Biography of Joseph Bridgham Curtis

From New England Families Genealogical and Memorial
William Richard Cutter, A.M., New York, 1915

Pages 1877 & 1878

Colonel Joseph Bridgham Curtis, fourth son of George Curtis and second child of Julia B. (Bridgham) Curtis, was born October 25, 1836, in Providence. He graduated with the highest honors from the Lawrence Scientific School of Harvard University in 1856. Returning to New York he began the profession of civil engineer and in 1857 became a member of the staff of engineers that engaged in surveying and laying out the Central Park. Upon the outbreak of the civil war he volunteered his services and in April, 1861, was appointed engineer with the rank of captain in the Ninth New York Volunteers, in September, 1861, upon the formation of the Fourth Rhode Island Volunteers, he became second lieutenant, and was promoted to first lieutenant in October, 1861. He served with Burnside's expedition in North Carolina and distinguished himself by his coolness and daring at the capture of Roanoke Island, February 7, 1862. In June of that year he was appointed assistant adjutant-general on General Rodman's staff. In August of the same year, at General Burnside's special request, he was promoted to be lieutenant-colonel of the Fourth Rhode Island Volunteers. His regiment joined the Army of the Potomac and fought in the succession of battles between the Rappahannock and Washington.

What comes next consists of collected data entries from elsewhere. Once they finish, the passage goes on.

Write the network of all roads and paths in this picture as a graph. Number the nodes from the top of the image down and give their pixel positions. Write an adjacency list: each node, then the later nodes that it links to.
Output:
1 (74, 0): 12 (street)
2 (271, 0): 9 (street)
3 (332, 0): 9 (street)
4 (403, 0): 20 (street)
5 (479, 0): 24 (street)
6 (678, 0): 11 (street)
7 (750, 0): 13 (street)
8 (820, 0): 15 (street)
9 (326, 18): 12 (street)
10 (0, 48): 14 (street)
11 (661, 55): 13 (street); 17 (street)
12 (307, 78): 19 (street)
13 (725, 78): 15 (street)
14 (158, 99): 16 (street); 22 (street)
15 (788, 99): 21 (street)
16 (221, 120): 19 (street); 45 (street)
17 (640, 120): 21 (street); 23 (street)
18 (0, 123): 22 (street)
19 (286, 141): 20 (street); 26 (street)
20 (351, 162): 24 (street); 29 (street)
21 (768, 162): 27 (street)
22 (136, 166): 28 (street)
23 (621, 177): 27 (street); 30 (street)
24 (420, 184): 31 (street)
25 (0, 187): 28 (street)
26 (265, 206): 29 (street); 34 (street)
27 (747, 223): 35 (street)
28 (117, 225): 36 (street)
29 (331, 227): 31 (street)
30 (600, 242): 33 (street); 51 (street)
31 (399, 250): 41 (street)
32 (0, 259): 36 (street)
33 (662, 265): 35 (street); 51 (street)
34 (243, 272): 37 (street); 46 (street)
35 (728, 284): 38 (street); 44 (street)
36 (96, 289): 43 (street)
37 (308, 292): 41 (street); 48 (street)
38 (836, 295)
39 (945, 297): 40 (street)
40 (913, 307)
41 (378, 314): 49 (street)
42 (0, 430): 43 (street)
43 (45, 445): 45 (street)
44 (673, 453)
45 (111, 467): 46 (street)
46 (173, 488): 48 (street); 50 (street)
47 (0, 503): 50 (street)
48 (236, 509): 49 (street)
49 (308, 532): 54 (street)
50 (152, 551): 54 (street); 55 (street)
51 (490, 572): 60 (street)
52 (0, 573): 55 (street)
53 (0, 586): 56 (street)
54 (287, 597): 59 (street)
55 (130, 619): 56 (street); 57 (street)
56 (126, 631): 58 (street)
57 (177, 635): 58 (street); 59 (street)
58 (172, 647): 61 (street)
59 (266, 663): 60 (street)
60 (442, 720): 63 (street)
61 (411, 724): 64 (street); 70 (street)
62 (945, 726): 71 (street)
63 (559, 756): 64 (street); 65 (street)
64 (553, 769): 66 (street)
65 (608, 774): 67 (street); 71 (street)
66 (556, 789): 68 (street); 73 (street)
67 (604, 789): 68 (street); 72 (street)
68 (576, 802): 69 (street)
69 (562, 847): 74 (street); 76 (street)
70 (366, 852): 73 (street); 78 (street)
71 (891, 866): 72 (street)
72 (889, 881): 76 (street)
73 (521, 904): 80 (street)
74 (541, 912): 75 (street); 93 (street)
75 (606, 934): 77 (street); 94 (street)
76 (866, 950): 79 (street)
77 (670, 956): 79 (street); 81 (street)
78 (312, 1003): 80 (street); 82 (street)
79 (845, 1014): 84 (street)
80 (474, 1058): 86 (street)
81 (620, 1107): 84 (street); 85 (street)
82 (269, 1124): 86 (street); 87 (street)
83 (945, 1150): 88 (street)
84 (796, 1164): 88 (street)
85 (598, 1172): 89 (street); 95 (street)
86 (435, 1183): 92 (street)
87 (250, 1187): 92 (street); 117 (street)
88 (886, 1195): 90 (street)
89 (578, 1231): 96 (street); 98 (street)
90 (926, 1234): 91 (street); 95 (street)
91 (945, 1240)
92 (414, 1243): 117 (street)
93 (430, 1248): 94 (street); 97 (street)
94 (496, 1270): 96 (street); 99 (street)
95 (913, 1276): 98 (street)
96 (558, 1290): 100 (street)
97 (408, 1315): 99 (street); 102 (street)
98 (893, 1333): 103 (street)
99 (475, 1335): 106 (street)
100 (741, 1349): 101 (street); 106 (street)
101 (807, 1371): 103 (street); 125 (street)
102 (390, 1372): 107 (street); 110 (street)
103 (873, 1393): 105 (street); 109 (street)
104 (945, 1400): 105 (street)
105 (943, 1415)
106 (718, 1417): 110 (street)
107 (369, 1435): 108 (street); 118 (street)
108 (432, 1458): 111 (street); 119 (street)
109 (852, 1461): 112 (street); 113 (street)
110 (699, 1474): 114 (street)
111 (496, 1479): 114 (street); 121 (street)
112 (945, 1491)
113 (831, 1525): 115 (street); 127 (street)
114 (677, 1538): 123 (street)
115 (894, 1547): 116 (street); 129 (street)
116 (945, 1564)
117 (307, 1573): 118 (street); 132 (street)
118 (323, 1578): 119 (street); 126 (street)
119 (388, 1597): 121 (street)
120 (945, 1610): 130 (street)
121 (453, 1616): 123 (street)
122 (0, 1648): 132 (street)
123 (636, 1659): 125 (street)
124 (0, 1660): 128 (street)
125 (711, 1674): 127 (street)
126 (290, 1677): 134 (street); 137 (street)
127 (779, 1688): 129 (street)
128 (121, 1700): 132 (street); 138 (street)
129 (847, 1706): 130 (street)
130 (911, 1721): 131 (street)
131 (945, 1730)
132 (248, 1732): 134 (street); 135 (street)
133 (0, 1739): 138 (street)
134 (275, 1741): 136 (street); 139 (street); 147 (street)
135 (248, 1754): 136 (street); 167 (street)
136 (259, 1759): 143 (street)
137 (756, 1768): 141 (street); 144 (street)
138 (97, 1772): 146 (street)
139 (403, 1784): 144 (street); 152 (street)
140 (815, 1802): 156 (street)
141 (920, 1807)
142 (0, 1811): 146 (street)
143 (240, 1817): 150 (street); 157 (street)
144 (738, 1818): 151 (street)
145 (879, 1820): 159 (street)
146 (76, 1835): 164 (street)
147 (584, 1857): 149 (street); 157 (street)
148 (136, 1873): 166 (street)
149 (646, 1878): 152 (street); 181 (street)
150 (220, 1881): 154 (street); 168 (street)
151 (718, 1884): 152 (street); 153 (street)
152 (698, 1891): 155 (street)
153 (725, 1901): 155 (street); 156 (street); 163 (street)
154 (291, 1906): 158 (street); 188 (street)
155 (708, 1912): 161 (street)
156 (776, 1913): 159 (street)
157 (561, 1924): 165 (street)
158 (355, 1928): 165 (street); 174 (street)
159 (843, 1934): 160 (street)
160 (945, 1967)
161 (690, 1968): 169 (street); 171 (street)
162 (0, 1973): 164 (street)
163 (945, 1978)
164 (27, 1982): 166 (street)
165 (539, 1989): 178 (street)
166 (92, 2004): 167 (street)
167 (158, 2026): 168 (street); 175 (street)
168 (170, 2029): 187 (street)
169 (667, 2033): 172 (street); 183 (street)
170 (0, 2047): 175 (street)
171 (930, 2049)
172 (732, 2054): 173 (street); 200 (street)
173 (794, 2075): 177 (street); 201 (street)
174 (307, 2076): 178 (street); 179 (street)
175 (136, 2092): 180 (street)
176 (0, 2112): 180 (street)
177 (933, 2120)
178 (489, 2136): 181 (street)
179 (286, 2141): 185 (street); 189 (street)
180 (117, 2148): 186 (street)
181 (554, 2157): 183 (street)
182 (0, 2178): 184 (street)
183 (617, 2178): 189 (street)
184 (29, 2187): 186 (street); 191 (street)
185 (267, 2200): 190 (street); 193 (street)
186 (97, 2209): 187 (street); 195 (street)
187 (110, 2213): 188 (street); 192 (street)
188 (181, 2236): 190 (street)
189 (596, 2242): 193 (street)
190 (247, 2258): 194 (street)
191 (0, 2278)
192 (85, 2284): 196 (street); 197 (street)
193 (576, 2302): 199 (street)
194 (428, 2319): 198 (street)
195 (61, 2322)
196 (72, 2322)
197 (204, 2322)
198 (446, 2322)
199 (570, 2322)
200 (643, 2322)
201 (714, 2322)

At the battle of Antietam he assumed command of the regiment when the colonel was disabled by a wound. He seized the colors when the color-sergeant was killed, and although the regiment suffered severe losses, it maintained its position, until finally, after losing all but two hundred of its men, it was ordered to retire by the commanding-general. When this had been effected, Colonel Curtis, rather than retire, took a musket and a cartridge box from a dead soldier and fought throughout the rest of the day as a private in a Pennsylvania regiment. He again commanded the regiment at the battle of Fredericksburg, and was killed on December 13, 1862, at the age of twenty-six years while leading his men into action. His body was recovered from the field and lay in state in the city hall at Providence. A public funeral was accorded by the authorities, and he was buried with military honors in the North burying ground at Providence, Rhode Island. The state legislature adopted resolutions of sympathy, and a tablet to his memory is erected in the Memorial Hall of Harvard University.